Keypoint coordinate data
= = = =

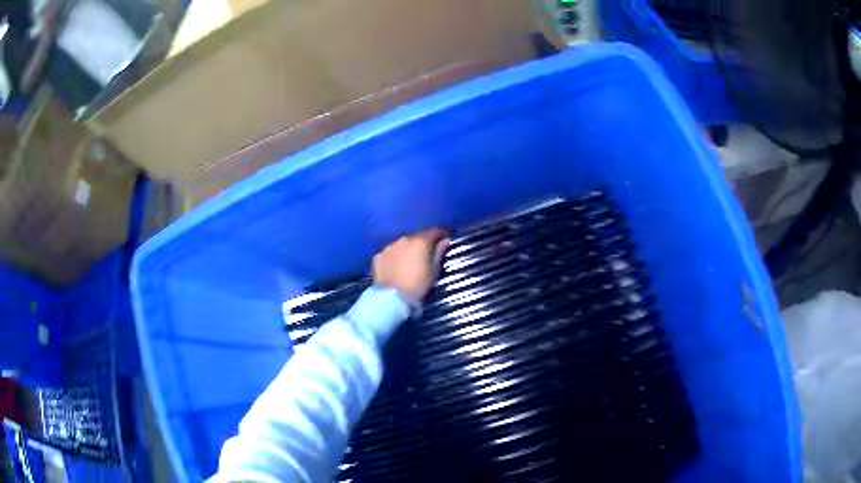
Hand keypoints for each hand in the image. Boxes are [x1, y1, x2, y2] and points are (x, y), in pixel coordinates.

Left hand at [373, 228, 449, 304]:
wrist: (392, 298)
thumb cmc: (418, 285)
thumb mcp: (434, 271)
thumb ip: (439, 253)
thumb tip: (445, 240)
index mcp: (420, 241)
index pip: (434, 232)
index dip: (441, 235)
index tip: (445, 240)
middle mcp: (403, 239)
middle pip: (416, 237)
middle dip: (423, 243)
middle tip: (426, 254)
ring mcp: (389, 247)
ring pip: (401, 245)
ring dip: (407, 250)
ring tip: (409, 262)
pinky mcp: (378, 256)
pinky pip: (389, 253)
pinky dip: (394, 257)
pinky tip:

= = = =

How to complete this task » The answer should be a single number: the count of lines in the data that include the string "middle".

Exercise answer » 4